In a statement, FCC Acting Chairwoman Jessica Rosenworcel said “If true, these reports about newly discovered smartphone vulnerabilities are alarming. Consumers rely on their smartphones for more activities and sensitive data than ever before. We need to better understand this potential vulnerability and make sure we are taking the right steps to protect and educate consumers.”

Senator Mark Warner told Motherboard in a statement that “While policymakers have paid considerable attention to the ways in which social media platforms have been exploited by bad actors, relatively little attention has been paid to the ways in which bad actors readily exploit vulnerabilities and broken processes in the wireless sector to further fraud, facilitate cyber-crime, and engage in harassment and abuse. We see over and over again that technologies are not being evaluated for their susceptibility to abuse and exploitation by bad actors. This new report raises serious concerns about the degree to which the wireless industry has prioritized this vector for fraud, abuse, and cyber-crime.”

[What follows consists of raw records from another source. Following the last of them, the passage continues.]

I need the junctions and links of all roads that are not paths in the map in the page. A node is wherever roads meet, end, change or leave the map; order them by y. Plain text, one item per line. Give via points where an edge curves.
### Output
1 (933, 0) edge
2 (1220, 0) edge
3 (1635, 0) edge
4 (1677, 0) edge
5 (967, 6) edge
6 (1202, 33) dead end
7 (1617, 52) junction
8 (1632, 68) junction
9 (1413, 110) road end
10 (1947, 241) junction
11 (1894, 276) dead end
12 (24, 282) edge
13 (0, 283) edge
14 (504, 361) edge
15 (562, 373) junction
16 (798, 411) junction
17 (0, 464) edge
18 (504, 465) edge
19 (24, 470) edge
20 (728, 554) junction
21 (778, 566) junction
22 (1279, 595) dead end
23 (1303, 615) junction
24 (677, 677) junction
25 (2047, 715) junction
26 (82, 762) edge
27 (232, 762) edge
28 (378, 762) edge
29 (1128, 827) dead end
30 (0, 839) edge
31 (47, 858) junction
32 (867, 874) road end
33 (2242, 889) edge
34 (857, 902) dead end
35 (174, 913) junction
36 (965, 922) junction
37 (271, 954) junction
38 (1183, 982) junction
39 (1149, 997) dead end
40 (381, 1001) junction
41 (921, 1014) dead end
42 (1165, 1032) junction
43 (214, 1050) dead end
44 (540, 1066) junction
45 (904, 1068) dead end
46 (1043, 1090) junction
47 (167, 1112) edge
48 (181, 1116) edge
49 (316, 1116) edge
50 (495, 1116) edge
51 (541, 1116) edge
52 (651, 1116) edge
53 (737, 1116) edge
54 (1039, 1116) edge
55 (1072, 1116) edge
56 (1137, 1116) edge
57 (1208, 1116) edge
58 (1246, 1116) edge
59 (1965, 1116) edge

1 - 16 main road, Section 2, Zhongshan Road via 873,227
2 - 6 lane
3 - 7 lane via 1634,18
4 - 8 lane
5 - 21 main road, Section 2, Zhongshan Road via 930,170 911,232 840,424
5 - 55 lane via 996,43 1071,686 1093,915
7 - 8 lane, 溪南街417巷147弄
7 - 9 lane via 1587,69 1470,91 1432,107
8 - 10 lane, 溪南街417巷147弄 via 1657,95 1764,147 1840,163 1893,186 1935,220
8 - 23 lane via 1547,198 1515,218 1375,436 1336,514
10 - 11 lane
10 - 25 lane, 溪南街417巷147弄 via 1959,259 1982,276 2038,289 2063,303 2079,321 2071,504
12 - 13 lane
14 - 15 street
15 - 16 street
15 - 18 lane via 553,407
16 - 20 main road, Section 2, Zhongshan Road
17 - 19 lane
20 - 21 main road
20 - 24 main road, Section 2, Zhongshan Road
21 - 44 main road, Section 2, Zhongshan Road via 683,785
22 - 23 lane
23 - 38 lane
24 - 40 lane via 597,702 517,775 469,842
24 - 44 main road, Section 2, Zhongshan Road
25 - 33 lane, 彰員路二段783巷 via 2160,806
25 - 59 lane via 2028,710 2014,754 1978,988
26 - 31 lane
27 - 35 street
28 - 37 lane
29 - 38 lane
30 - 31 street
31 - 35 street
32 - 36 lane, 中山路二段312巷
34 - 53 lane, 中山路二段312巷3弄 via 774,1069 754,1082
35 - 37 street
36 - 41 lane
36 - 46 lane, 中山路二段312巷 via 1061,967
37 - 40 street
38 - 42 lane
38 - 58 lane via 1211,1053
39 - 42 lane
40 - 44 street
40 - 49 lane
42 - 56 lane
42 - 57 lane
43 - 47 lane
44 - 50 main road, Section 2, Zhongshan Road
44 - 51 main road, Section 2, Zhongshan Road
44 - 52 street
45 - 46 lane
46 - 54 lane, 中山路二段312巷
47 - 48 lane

Okey Systems’ monitoring tool works by creating a fingerprint of a user’s phone number, including the carrier it is connected to and its SMS routes, Tuketu, the company’s CEO, said. The company has also sought access to telecoms’ SIM databases, meaning they could monitor for changes there too.

With these observation points, when something changes, either by a hijack like in this attack or a SIM swap, Okey Systems should be able to detect and warn the user by a text message sent to another number or their email address. Tuketu said the company is also adding support for notifications via Telegram, Keybase, and Signal.

“We didn’t want to disclose it until we had some solutions to address it,” Tuketu said. “We did not want to charge for them, because that just doesn’t seem right.” The consumer version of Okey Monitoring is free to use, and the company plans to make money in other ways like corporate partnerships, he said.

But Sakari is only one company. And there are plenty of others available in this overlooked industry.

Tuketu said that after one provider cut-off their access, “it took us two minutes to find another.”

Lorenzo Franceschi-Bicchierai contributed reporting to this article.

Update: This piece has been updated to include a response from NetNumber. Originally, Tuketu said Okey Systems has gained access to AT&T’s SIM database. Tuketu misspoke; instead the company has sought access to such databases.